*Problem details:* Sort through the listing below and keep each line with the word "grid". Copy those.

*Raw data:*
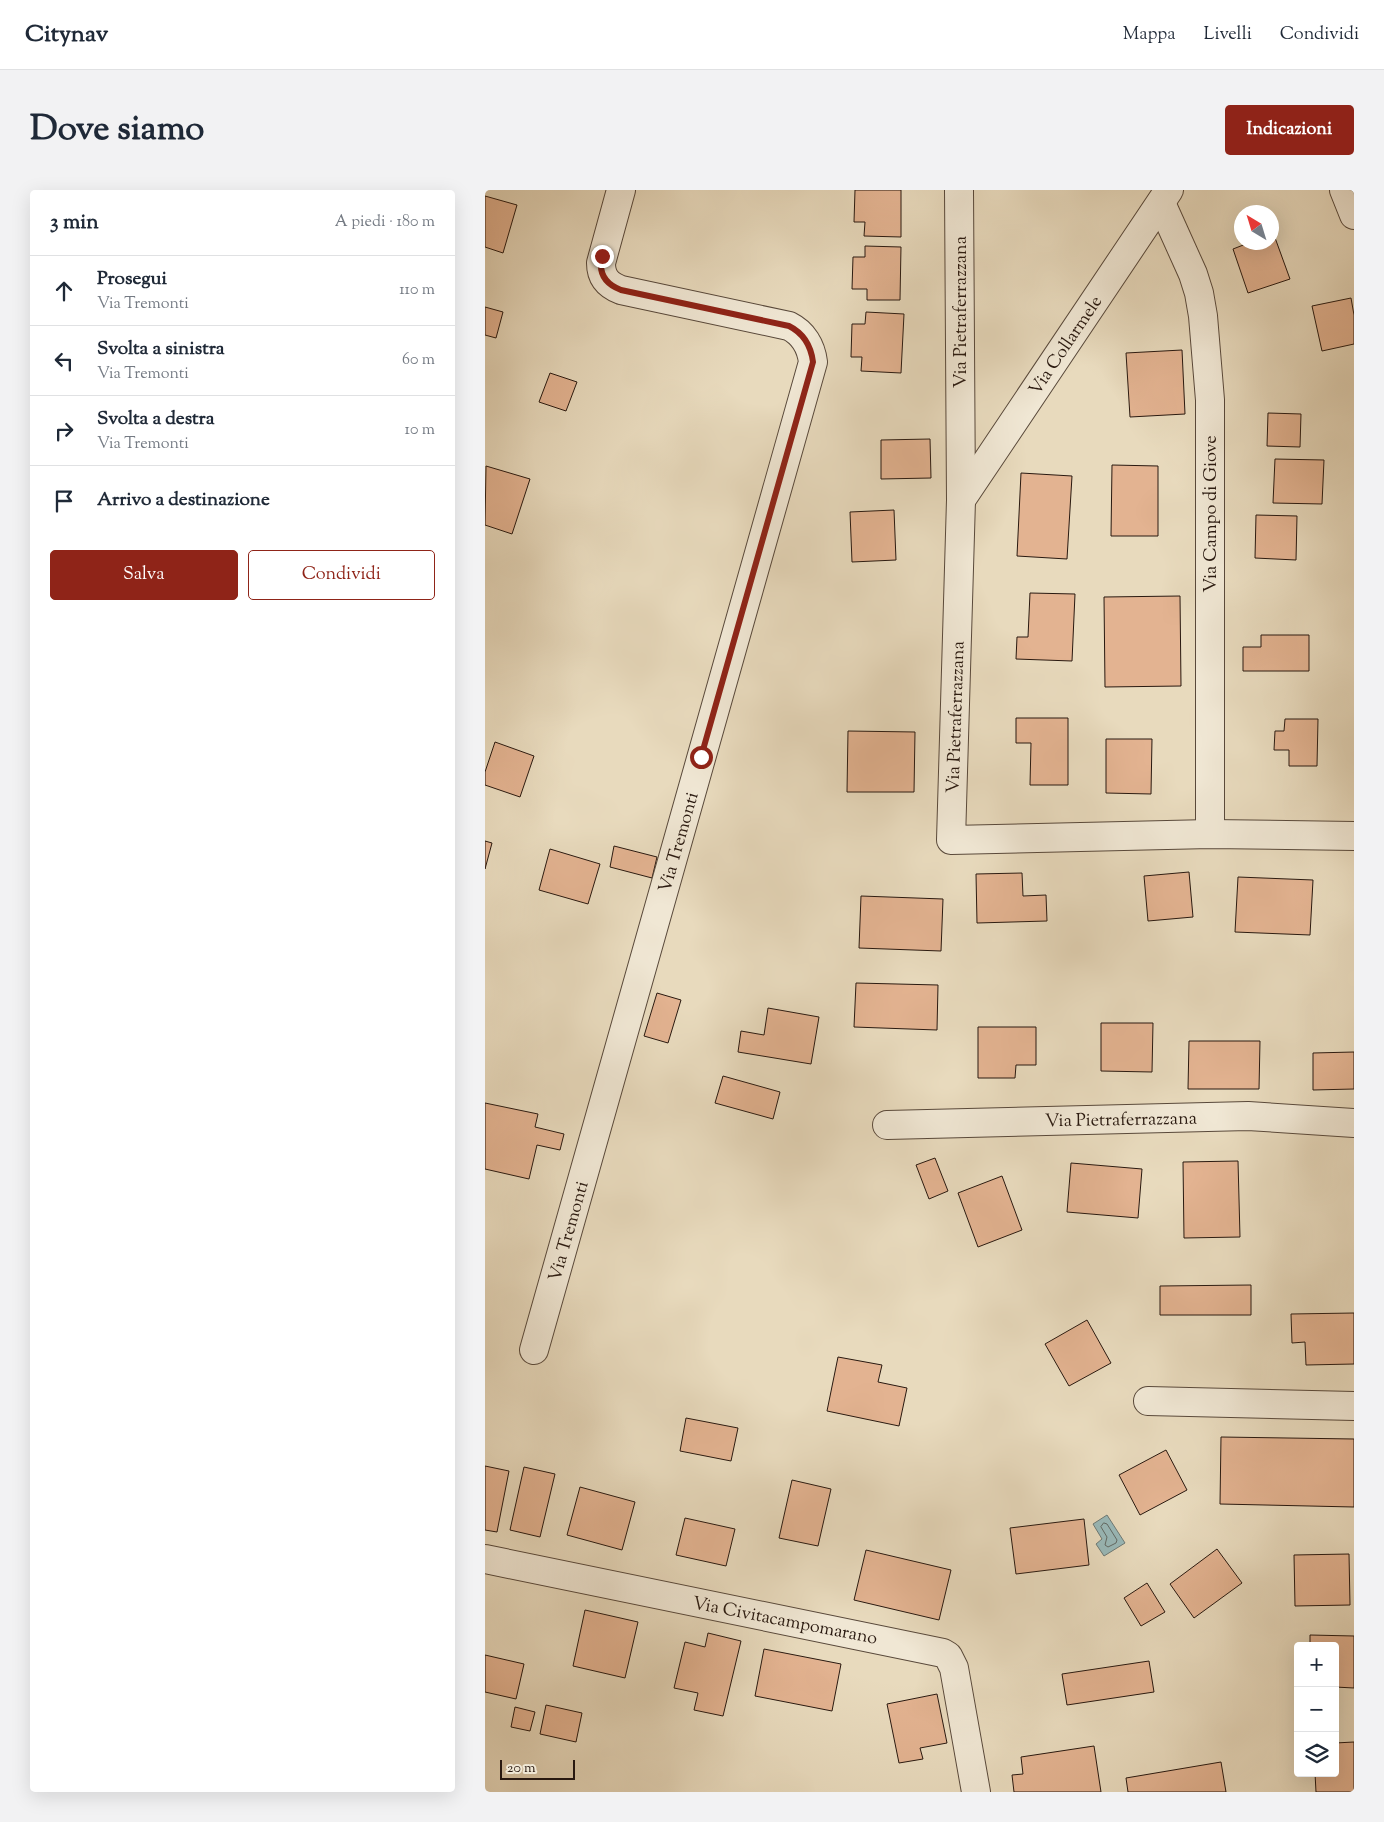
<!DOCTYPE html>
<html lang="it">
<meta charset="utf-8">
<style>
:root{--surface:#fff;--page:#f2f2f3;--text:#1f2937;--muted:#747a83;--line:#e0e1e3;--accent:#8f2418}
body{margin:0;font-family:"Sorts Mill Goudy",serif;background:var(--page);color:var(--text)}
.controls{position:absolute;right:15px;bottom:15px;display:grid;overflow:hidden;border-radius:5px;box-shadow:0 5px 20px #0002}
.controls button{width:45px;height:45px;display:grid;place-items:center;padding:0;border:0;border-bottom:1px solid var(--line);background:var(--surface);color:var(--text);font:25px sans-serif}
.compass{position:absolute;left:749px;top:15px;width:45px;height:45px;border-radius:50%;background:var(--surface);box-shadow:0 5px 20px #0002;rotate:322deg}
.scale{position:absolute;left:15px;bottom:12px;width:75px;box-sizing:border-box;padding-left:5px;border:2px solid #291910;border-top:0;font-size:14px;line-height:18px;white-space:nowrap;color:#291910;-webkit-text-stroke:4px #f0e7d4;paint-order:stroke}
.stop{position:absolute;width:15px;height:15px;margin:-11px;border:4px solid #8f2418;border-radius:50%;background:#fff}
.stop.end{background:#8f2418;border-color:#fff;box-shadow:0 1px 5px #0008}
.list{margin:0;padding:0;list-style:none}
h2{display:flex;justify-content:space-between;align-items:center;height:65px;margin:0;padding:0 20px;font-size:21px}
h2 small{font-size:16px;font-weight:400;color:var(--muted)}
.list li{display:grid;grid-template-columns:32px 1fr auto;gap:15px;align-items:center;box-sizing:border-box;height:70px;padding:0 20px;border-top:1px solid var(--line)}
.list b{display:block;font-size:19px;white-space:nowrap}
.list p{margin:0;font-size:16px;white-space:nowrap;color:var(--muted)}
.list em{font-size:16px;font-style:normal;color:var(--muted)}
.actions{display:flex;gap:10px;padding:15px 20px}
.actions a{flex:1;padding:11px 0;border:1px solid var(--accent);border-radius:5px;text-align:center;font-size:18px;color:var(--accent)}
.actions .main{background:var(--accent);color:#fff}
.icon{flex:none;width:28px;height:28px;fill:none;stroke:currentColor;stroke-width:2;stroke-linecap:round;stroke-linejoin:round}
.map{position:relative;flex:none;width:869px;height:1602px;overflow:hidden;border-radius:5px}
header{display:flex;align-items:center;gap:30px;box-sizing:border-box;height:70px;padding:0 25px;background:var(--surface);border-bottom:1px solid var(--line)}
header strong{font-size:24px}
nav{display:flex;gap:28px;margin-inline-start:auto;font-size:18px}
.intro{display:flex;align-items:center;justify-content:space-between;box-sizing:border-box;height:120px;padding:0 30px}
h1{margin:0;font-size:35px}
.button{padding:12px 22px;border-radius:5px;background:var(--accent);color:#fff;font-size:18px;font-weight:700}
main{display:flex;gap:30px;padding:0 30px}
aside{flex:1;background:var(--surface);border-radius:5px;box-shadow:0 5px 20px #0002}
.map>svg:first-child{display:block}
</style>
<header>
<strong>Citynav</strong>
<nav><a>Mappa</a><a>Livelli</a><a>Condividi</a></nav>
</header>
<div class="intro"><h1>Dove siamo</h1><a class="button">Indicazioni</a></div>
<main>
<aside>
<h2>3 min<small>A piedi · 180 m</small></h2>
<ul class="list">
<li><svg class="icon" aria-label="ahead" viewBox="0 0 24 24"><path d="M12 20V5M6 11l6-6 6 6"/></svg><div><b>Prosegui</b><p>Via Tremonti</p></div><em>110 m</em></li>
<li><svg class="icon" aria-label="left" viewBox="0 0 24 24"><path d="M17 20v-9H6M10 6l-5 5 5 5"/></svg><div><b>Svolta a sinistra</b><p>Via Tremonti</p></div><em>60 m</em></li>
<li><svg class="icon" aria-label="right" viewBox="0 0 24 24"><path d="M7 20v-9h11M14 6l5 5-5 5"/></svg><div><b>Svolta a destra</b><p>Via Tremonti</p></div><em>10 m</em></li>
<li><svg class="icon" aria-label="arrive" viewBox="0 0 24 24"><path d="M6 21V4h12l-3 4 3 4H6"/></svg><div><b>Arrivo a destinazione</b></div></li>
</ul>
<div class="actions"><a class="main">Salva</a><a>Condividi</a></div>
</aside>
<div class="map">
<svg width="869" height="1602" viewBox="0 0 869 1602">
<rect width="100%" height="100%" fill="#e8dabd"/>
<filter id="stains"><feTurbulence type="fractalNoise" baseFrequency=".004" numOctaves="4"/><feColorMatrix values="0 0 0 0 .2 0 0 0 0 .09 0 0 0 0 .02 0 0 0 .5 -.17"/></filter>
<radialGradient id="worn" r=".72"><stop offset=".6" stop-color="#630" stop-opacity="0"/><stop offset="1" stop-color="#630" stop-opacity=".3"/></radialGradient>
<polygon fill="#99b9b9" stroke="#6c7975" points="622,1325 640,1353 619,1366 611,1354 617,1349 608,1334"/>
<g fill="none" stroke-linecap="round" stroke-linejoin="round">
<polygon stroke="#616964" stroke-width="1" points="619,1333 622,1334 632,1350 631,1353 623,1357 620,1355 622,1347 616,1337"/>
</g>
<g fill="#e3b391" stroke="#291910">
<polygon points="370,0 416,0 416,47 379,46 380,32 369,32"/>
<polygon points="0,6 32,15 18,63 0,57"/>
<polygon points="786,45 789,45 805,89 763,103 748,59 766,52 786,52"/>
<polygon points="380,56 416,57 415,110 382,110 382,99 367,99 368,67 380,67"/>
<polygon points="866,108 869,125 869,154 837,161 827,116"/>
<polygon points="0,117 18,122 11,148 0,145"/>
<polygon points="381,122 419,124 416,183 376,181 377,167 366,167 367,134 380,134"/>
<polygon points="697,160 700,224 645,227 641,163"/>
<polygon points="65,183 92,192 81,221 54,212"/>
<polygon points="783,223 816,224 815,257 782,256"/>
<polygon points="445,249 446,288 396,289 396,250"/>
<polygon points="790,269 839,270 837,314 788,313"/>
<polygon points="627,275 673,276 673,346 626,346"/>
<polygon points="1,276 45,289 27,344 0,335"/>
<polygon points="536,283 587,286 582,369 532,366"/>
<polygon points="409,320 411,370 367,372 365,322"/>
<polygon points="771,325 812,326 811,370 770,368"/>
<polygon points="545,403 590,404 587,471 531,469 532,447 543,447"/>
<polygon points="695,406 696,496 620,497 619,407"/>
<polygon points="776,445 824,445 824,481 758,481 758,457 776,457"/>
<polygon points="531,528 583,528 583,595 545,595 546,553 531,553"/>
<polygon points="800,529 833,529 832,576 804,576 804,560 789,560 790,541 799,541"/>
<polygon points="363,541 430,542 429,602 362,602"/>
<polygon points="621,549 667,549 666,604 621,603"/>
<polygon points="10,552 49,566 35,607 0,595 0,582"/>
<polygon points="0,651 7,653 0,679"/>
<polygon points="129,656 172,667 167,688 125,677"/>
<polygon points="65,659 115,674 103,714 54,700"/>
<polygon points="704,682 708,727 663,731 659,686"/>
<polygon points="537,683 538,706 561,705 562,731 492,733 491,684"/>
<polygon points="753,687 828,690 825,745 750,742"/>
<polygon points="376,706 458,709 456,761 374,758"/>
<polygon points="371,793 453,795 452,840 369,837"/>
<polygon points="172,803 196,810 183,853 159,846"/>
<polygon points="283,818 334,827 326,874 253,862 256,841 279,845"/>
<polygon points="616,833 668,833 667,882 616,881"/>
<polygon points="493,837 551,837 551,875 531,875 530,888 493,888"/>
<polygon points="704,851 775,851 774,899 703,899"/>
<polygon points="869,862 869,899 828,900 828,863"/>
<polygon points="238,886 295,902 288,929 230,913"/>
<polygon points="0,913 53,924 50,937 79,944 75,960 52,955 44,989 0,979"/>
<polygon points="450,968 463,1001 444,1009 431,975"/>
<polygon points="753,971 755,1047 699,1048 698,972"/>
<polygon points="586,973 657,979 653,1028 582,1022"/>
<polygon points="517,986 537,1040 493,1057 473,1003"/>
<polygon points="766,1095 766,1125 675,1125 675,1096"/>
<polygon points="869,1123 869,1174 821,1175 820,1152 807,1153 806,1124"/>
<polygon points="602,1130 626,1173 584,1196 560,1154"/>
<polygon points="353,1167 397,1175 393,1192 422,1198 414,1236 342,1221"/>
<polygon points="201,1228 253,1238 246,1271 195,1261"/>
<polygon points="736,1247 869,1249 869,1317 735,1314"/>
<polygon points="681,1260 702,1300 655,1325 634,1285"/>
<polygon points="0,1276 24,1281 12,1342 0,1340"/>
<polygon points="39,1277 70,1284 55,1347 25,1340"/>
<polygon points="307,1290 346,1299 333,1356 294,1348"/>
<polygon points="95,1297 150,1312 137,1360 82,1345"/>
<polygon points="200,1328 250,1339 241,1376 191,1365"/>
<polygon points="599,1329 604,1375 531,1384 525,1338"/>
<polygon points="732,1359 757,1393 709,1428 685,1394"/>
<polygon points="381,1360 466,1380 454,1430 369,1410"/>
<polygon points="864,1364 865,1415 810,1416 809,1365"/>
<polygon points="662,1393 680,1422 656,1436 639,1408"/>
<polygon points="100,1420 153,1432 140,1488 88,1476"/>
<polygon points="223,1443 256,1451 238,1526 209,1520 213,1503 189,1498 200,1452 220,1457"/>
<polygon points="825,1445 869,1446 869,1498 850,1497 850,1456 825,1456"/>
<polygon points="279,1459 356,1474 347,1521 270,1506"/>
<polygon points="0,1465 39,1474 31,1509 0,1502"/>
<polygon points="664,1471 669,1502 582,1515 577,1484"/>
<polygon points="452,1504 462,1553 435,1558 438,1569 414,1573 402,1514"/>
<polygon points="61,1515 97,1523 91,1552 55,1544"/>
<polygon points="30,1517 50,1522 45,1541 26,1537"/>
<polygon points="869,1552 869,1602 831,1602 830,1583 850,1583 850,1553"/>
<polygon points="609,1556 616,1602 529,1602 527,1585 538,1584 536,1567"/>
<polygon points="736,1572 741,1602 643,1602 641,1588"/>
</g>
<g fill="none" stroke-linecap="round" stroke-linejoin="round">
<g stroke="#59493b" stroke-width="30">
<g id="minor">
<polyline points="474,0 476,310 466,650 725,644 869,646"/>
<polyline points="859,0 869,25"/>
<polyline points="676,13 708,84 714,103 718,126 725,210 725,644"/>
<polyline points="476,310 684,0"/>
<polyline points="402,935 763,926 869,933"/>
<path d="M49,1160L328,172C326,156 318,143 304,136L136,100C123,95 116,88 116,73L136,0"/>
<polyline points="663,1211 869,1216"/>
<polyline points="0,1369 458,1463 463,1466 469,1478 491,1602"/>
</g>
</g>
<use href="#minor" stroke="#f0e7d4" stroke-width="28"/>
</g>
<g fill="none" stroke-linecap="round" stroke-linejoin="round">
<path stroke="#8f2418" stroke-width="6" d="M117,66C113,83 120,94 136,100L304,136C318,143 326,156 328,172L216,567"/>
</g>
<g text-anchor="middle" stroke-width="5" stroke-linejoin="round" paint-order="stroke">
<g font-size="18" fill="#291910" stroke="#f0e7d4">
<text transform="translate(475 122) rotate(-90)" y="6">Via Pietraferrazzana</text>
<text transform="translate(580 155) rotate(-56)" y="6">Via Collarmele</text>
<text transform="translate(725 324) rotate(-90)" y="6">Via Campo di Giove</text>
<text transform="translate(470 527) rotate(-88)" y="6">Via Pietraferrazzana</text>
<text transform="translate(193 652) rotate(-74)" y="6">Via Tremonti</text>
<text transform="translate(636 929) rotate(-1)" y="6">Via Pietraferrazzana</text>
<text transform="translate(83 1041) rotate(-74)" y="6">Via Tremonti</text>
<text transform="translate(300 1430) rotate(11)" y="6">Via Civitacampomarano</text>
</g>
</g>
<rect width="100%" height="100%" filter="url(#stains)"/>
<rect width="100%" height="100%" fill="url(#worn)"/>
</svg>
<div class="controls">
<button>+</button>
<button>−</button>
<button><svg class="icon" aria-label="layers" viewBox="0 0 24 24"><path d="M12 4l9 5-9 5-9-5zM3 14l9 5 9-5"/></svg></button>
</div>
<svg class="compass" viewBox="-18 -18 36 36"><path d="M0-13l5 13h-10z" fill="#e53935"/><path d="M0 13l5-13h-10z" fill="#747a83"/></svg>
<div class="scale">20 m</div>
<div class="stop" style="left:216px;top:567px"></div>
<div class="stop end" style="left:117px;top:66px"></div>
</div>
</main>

*Task solution:*
.controls{position:absolute;right:15px;bottom:15px;display:grid;overflow:hidden;border-radius:5px;box-shadow:0 5px 20px #0002}
.controls button{width:45px;height:45px;display:grid;place-items:center;padding:0;border:0;border-bottom:1px solid var(--line);background:var(--surface);color:var(--text);font:25px sans-serif}
.list li{display:grid;grid-template-columns:32px 1fr auto;gap:15px;align-items:center;box-sizing:border-box;height:70px;padding:0 20px;border-top:1px solid var(--line)}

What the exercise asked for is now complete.